Do your little dog’s kisses smell like rotting garbage?
Stinky breath is more than just an inconvenience. It’s a sign that there is something more important going on with your little dog’s health. A healthy dog’s breath is “doggy” but not unpleasant. There should be no overwhelming odor.
Small dogs are especially prone to dental problems because their teeth tend to overcrowd in their tiny mouth. It’s easy for tartar to build up in places we can’t see, let alone reach with a toothbrush.
Here are some ways you can freshen your dog’s breath and find out what’s really causing the odor.
See Your Vet First
Your vet will be able to rule out any medical causes. It’s possible that your dog’s dental health is in poor shape and will not improve significantly even if you brush daily. You might need to have your vet put your dog under anesthesia for a dental cleaning and tooth removal. Many Chihuahuas are able to eat normally even after losing a few teeth. Chihuahuas tend to have retained puppy teeth that will not come out without surgery.
Your dog’s bad breath may not even be caused by their dental health. It could be an indicator of a gastrointestinal or upper respiratory condition. Your vet will be able to evaluate the dog to make sure you’re actually tackling the right issue.

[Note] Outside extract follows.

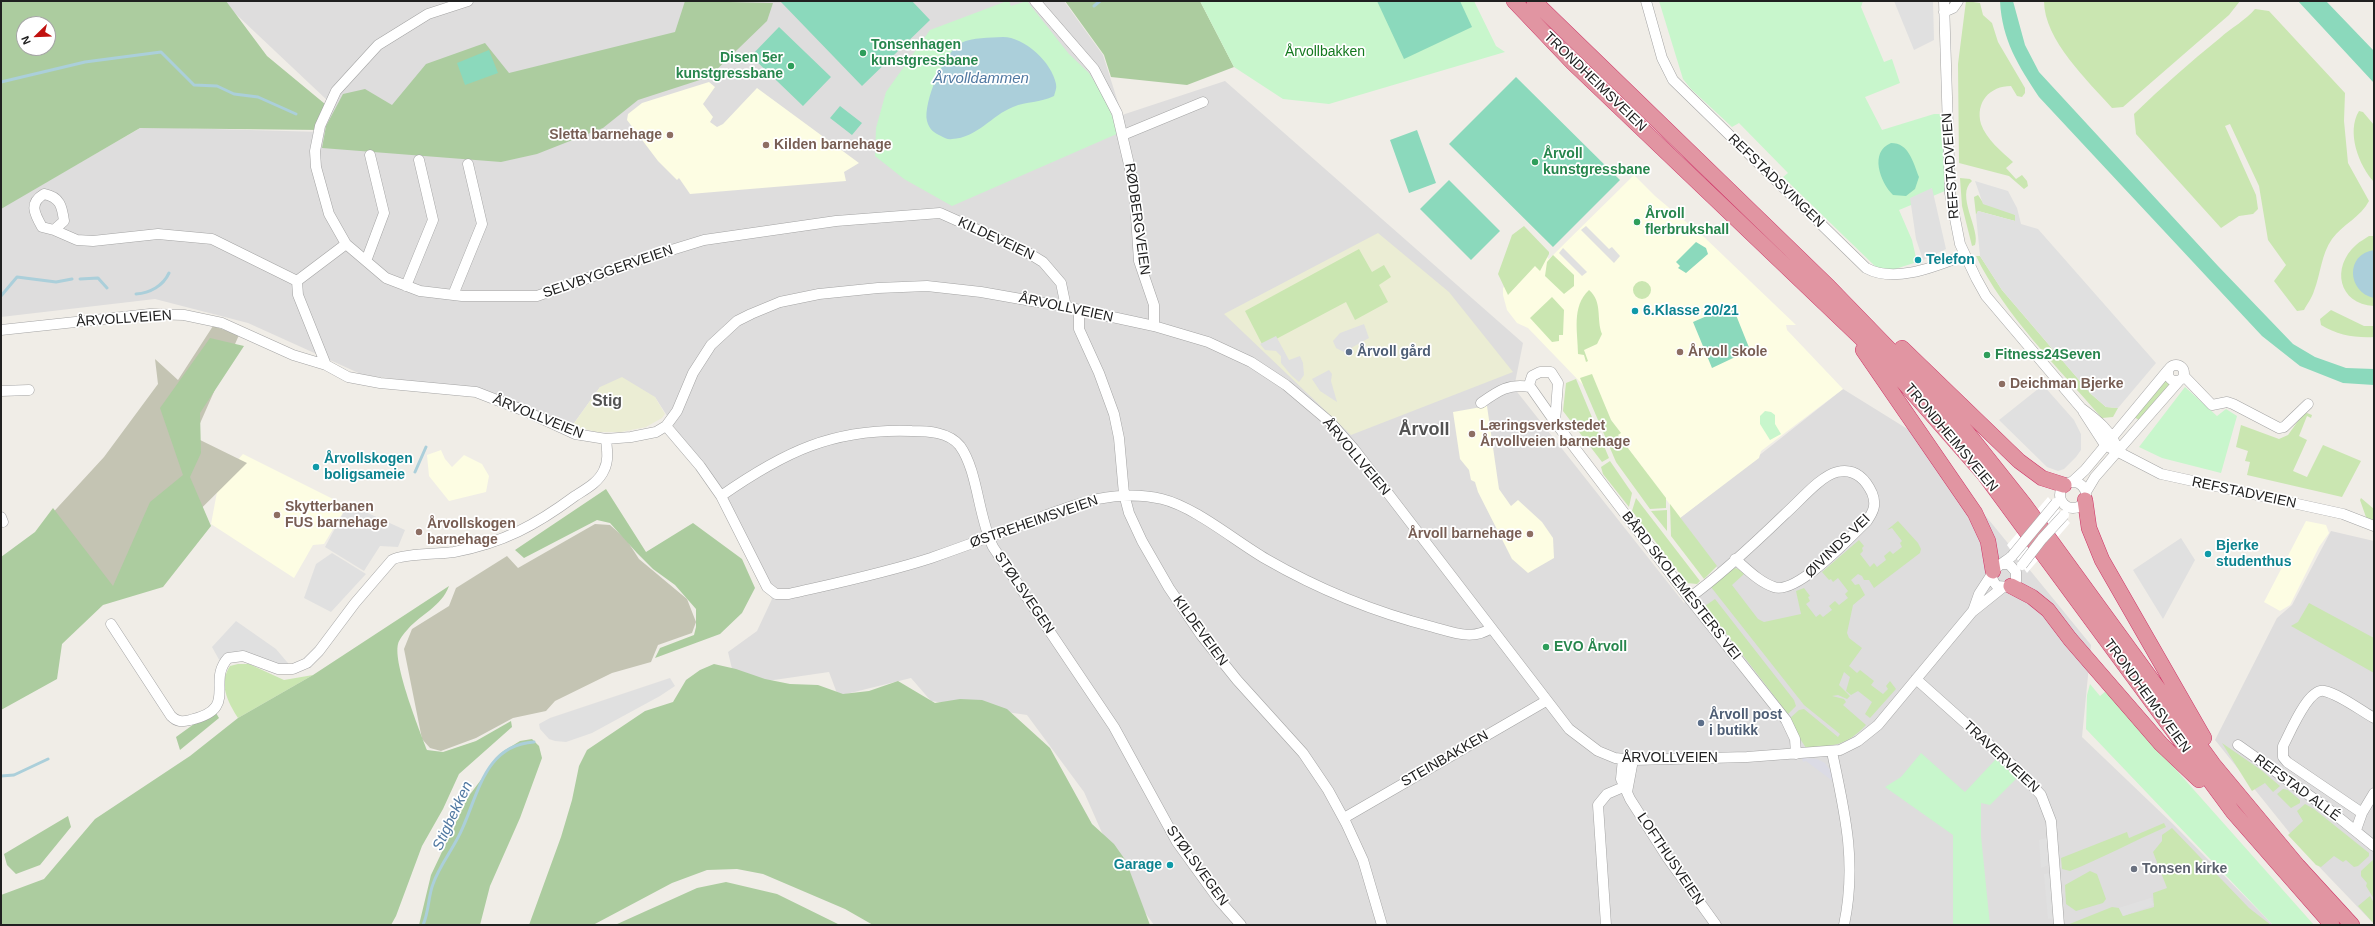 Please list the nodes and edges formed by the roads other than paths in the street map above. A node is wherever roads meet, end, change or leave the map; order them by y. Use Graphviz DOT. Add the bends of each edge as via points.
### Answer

Dogs usually do not show signs of pain until their injury or medical problem becomes severe, so taking care of an underlying health problem could address symptoms that you may not even know about.

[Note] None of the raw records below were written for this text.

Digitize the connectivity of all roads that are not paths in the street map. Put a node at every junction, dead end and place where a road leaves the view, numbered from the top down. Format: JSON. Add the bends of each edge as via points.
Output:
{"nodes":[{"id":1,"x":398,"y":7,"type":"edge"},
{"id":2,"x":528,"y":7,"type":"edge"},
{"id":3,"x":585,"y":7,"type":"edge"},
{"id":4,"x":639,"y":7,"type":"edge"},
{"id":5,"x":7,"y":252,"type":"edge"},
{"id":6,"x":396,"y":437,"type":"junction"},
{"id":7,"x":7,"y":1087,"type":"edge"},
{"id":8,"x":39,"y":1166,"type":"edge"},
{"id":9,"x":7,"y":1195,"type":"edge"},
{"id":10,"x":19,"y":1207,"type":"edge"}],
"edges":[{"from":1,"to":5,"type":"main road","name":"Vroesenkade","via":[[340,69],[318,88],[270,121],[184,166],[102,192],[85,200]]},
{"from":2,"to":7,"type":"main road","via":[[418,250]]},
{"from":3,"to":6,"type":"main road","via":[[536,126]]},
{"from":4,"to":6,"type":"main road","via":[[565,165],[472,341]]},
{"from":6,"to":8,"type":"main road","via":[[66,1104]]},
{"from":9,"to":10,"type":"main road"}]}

Teething Causes Bad Breath
If you have a puppy under 9 months of age, their bad breath is probably a result of teething. As their baby teeth fall out and their adult teeth grow in their place, bacteria can collect around the gumline. This is normal and will go away once the teething phase is over. But it’s still a great time to start teaching your puppy to tolerate having their teeth examined and brushed.
Reducing Bacteria That Causes Bad Breath
Your dog’s breath is probably caused by their teeth and gums. Over 80 percent of dogs will have periodontitis by age 3, so it’s very likely that your dog is one of the majority.
If you look at photos and videos of wolves, your dog’s closest canine ancestor, you’ll notice that most of them have bright white teeth with very few signs of tartar buildup. So, modern dogs aren’t getting periodontitis because we don’t brush their teeth. It’s actually a side effect of their diet.
Kibble is very high in carbohydrates, which break down into sugars which feed bacteria, in this case, the kind that lives in your dog’s mouth and causes periodontitis. Even though some vets are still telling us that dry food is good for scraping away at plaque and keeping teeth clean, it’s doing the exact opposite.
You don’t have to stop feeding kibble, but you can add fresh foods to your dog’s diet.
You can put your dog on a raw diet or partially raw diet.
You can also feed raw bones, which not only break down tartar when your dog chews, but also contain beneficial enzymes that fight bacteria that causes dental disease.
Some dogs are more predisposed to dental disease than others. You may still choose to brush your dog’s teeth. For Matilda, I found every dog toothbrush to be too big for her mouth, so I use a cotton swab or wrap my finger in a tissue. I use a chicken flavored enzymatic toothpaste and have noticed that if I put a small amount on build-up plaque, it helps break it down.
Temporary Breath Fresheners
If your dog normally does not have bad breath, but occasionally eats something nasty, you can use temporary breath fresheners to get rid of the odor.
You can use parsley to make fresh-breath biscuits for your dog. You can also sprinkle a small amount over their food, in their water or in bone broth.
Some people use a combination of coconut oil and baking soda to clean their dog’s teeth. I’ve tried it and it seems to work, but I’m not sure if it’s as effective as enzymatic toothpaste, and it’s not quite as palatable.